--- PROVIDED DATA ---
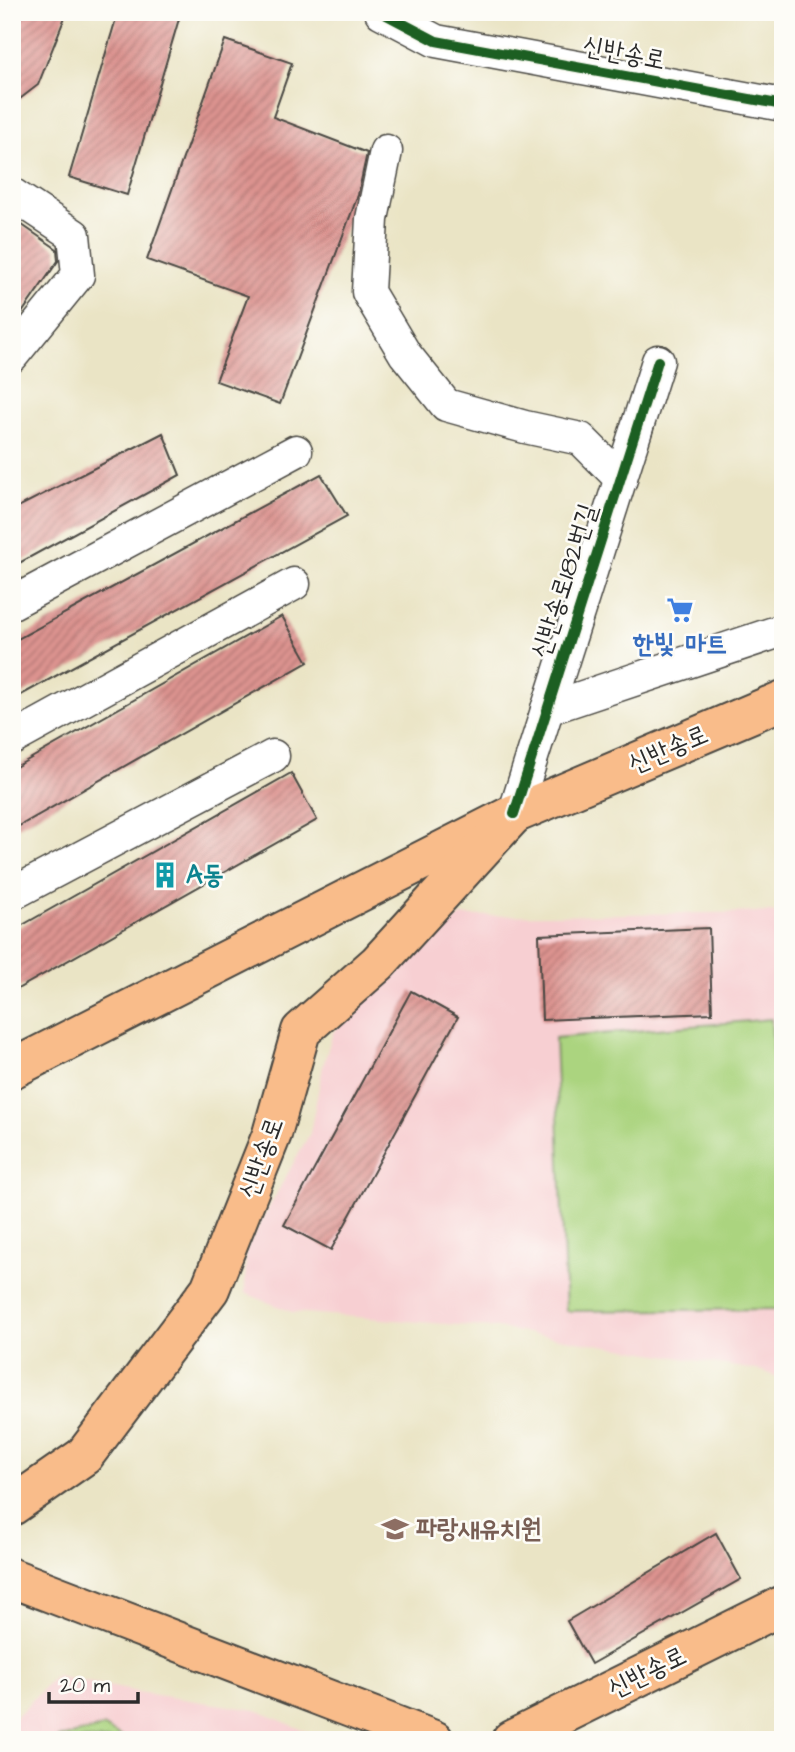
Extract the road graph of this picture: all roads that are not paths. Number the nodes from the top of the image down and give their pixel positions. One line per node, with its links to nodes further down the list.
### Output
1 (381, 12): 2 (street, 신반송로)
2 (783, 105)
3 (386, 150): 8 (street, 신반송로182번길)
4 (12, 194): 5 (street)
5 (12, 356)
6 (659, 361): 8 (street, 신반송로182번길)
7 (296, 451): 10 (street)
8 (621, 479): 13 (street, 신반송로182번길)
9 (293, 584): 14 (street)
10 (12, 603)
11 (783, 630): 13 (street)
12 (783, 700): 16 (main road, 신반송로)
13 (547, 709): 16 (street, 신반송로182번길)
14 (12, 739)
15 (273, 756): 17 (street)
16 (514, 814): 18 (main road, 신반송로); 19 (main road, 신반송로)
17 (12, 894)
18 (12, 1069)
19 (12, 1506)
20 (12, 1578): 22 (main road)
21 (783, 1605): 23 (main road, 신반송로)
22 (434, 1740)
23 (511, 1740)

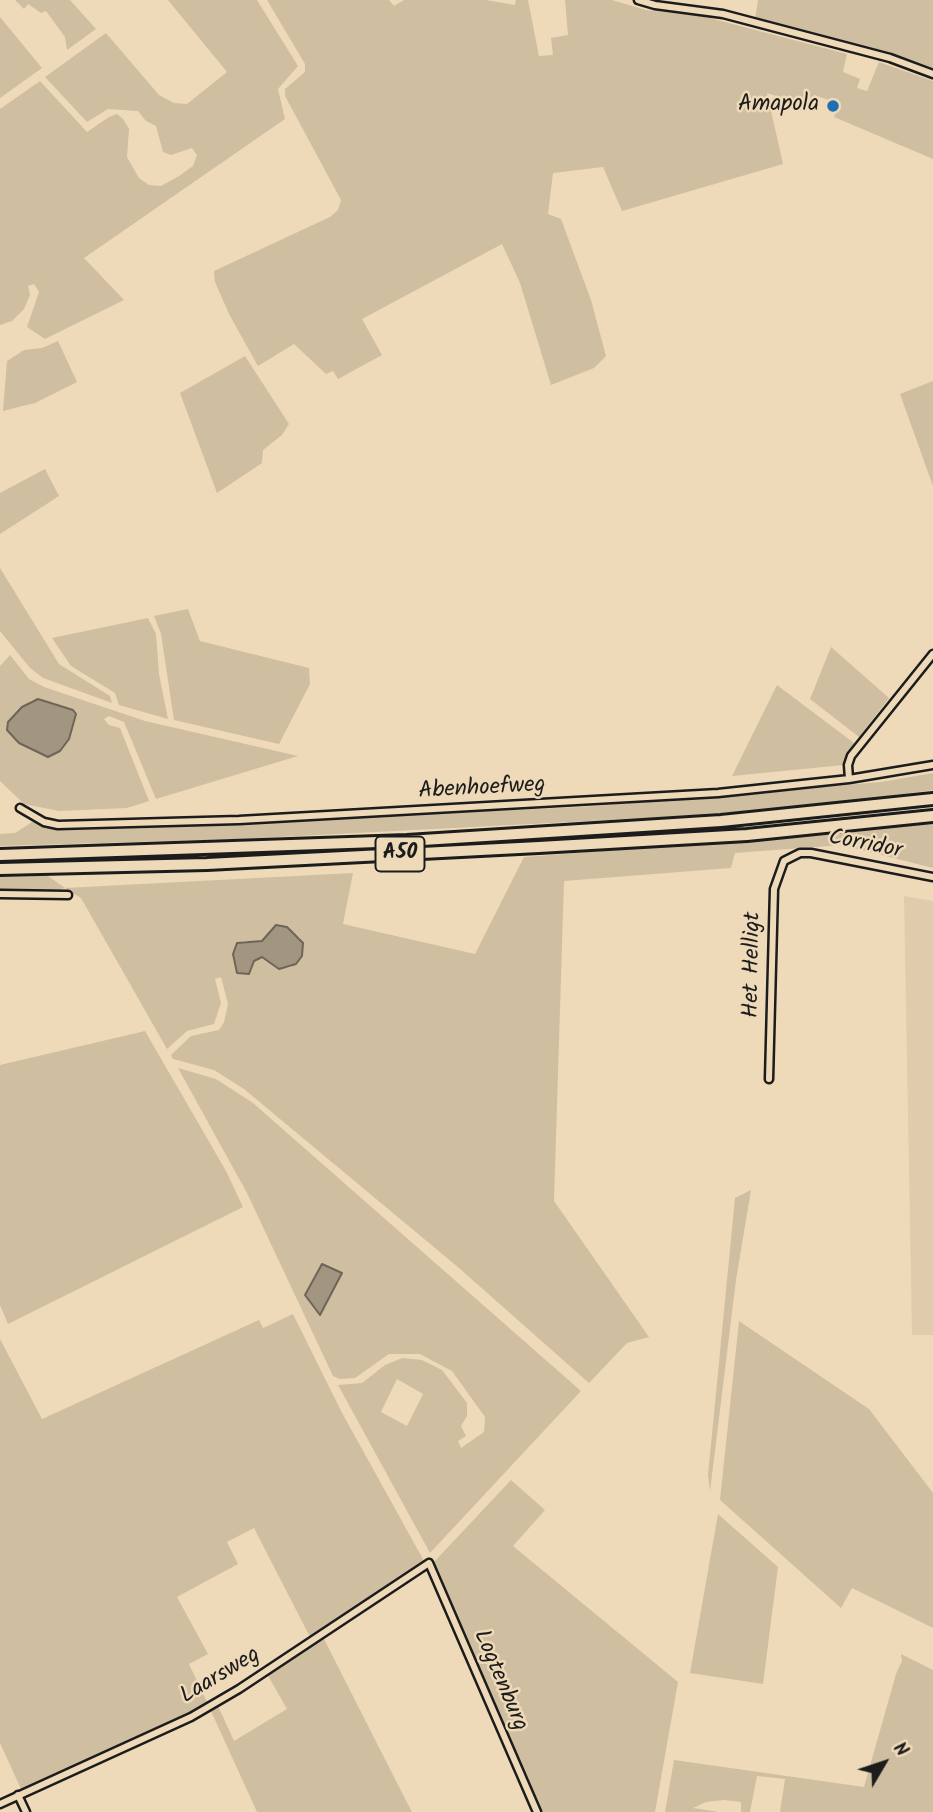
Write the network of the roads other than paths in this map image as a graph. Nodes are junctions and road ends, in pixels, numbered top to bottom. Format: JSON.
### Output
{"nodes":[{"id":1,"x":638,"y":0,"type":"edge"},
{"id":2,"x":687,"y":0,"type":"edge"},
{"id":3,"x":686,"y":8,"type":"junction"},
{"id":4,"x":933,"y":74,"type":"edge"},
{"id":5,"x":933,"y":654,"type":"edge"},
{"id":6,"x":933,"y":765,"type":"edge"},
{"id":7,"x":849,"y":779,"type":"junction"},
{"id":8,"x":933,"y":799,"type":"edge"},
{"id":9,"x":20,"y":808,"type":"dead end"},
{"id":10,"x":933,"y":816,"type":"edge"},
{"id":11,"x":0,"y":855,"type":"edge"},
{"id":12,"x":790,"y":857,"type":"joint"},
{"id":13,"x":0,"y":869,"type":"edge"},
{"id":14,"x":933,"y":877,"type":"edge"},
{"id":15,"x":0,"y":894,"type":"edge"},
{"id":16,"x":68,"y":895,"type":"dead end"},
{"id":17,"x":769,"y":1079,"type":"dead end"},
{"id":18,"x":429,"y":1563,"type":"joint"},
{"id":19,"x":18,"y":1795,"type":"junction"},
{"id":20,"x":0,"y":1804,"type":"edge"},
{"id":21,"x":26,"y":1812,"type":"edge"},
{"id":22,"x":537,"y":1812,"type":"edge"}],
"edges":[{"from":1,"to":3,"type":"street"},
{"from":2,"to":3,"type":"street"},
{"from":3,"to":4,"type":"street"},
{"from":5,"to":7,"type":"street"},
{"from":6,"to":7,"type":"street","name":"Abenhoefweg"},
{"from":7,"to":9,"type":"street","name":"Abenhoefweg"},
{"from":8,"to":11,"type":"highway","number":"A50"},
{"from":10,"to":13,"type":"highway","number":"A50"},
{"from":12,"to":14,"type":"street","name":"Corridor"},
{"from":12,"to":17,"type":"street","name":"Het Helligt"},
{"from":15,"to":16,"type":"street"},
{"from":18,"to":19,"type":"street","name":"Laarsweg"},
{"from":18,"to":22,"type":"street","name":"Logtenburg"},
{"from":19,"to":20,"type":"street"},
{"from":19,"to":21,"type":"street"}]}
---
--- PROVIDED DATA ---
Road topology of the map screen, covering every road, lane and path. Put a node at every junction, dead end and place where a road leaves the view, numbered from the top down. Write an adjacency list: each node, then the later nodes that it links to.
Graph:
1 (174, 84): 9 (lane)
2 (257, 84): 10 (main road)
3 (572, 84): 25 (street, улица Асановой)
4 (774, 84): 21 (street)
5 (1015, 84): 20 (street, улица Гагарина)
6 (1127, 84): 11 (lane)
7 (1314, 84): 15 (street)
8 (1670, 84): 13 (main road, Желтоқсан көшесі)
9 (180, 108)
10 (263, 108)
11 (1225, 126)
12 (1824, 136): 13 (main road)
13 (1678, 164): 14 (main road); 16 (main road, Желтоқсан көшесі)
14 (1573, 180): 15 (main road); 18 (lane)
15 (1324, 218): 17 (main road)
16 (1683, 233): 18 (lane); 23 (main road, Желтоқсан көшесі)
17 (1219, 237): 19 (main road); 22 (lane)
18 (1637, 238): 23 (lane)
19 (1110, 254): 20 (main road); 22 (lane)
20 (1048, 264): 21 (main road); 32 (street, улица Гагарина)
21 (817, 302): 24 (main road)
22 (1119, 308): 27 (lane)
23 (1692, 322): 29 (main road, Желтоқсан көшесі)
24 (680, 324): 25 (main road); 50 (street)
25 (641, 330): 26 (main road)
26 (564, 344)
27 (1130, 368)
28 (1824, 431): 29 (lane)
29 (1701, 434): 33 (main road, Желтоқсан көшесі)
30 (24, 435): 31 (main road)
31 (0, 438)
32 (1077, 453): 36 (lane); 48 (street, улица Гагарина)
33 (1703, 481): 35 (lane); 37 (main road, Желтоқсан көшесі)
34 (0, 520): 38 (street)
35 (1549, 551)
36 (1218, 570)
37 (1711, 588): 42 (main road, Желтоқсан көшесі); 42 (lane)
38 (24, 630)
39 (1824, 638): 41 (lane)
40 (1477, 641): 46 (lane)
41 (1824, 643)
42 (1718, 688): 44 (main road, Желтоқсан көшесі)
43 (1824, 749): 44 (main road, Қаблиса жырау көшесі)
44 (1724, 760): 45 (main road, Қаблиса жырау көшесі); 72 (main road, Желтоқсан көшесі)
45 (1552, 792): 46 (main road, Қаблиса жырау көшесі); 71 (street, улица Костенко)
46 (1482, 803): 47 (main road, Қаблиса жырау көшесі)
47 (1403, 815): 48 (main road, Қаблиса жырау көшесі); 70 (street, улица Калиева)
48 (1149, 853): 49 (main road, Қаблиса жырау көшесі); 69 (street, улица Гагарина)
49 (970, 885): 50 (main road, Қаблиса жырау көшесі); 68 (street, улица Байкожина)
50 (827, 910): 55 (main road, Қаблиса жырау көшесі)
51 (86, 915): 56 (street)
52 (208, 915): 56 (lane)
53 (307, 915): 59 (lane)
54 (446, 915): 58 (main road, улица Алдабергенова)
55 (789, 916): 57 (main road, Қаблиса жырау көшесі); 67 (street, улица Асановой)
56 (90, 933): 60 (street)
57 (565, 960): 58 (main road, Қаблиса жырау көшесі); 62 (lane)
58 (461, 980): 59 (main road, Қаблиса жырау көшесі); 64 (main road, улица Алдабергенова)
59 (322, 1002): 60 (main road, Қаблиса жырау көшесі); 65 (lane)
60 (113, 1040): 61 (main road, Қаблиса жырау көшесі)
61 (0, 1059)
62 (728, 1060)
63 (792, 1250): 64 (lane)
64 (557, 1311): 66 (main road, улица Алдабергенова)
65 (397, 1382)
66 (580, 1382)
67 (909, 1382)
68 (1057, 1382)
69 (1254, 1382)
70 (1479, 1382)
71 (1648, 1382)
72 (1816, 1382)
---
## EXERCISE PROMPT
Line count for "Гагарина": say how many lines of the entries above include that word, and give only the number.

## WRITTEN REPLY
4